By the way, I think you should add a third test:
num <<= 1;
The question then is whether that does the same thing as the assembly version.
In most circumstances, it won't make a difference. Multiplication is fast on nearly all modern hardware. In particular, it is usually fast enough that unless you have meticulously hand-optimized code, the pipeline will hide the entirety of the latency and you will see no speed difference at all between the two cases.
You may be able to measure a performance difference on multiplies and shifts when you execute them in isolation, but there will typically not be any difference in the context of the rest of your compiled code. (As I noted, this may not hold true if the code is meticulously optimized).
Now, that said, shifts are still generally faster than multiplies, and almost any reasonable compiler will map a fixed power-of-two multiply into a shift, anyway (assuming that the semantics are actually equivalent on the target architecture).
Edit: one more thing you may want to try if you really care about this is x+x
. I know of at least one architecture on which this can actually be faster than shifting, depending on the surrounding context.
If, for your target platform, shifting left is the quickest way to multiply a number by two, then the chances are your compiler will do that when compiling the code. Look at the disassembly to check
So, for that one line, it's probably exactly the same speed. However, as you're unlikely to have a function containing just that one line, you might well find the compiler would defer the shift until the value is used, or otherwise mix it up with surrounding code, making it less clear cut. A good optimizing compiler will generally do a good job of beating poor to average hand written assembly.
If you are using GCC, ask to see the generated assembly with option -S. You may find it's the same as your assembler instruction.
To answer the original question, on Out-Of-Order processors instruction speed is measured by throughput and latency, and you would measure both using the rdtsc assembly instruction. But someone else did it for you for a lot of processors, so you don't need to bother. PDF
Your assembly variant might be faster, might be slower. What made you think that it is necessarily faster?

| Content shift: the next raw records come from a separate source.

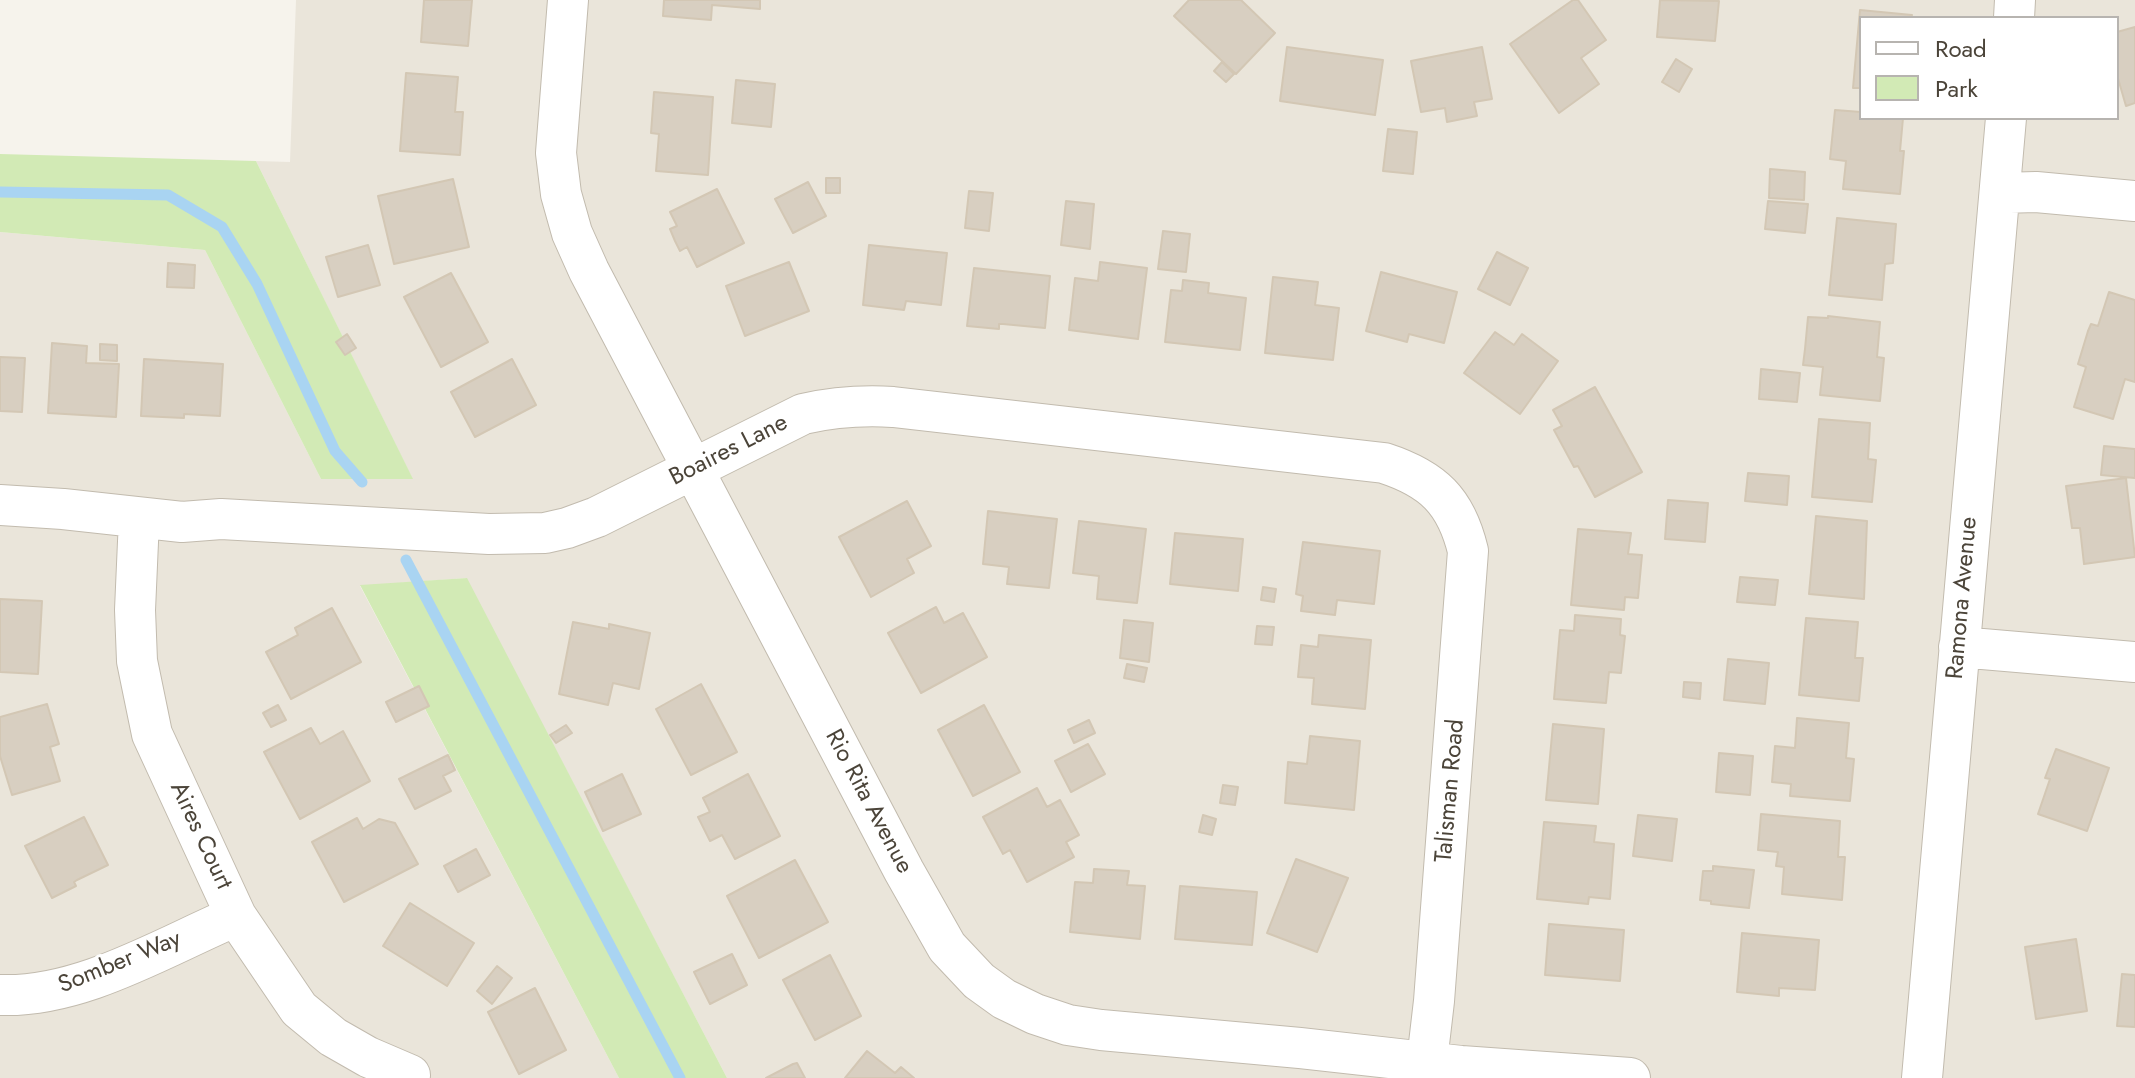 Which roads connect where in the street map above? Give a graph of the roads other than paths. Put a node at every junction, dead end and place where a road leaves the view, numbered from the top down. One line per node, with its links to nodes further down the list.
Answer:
1 (568, 0): 5 (street, Rio Rita Avenue)
2 (2006, 120): 3 (street, Ramona Avenue)
3 (2001, 193): 4 (street); 9 (street, Ramona Avenue)
4 (2135, 201)
5 (693, 470): 7 (street, Boaires Lane); 8 (street, Boaires Lane); 13 (street, Rio Rita Avenue)
6 (0, 505): 8 (street, Boaires Lane)
7 (1451, 506): 13 (street, Talisman Road)
8 (139, 519): 11 (street, Aires Court)
9 (1959, 647): 10 (street); 16 (street, Ramona Avenue)
10 (2135, 662)
11 (236, 916): 12 (street, Somber Way); 14 (street, Aires Court)
12 (0, 995)
13 (1426, 1070): 15 (street, Rio Rita Avenue)
14 (410, 1075)
15 (1630, 1078)
16 (1922, 1078)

On the x86 platform, there are quite a few ways to multiply something by 2. I would expect a compiler to do add ax, ax
, which is intuitively more efficient than your shl
because it doesn't involve a potentially stored constant ('1' in your case).
Also, for quite a long time, on a x86 platform the preferred way of multiplying things by constants was not a shift, but rather a lea
operation (when possible). In the above example that would be lea eax, [eax*2]
. (Multiplication by 3 would be done through lea eax, [eax*2+eax]
)
The belief in shift operations being somehow "faster" is a nice old story for newbies, which has virtually no relevance today. And, as usual, most of the time your compiler (if it is up-to-date) has much better knowledge about the underlying hardware platform than people with naive love for shift operations.
Is this, by any chance, an academic question? I assume you understand it is in the general category of "getting a haircut to lose weight".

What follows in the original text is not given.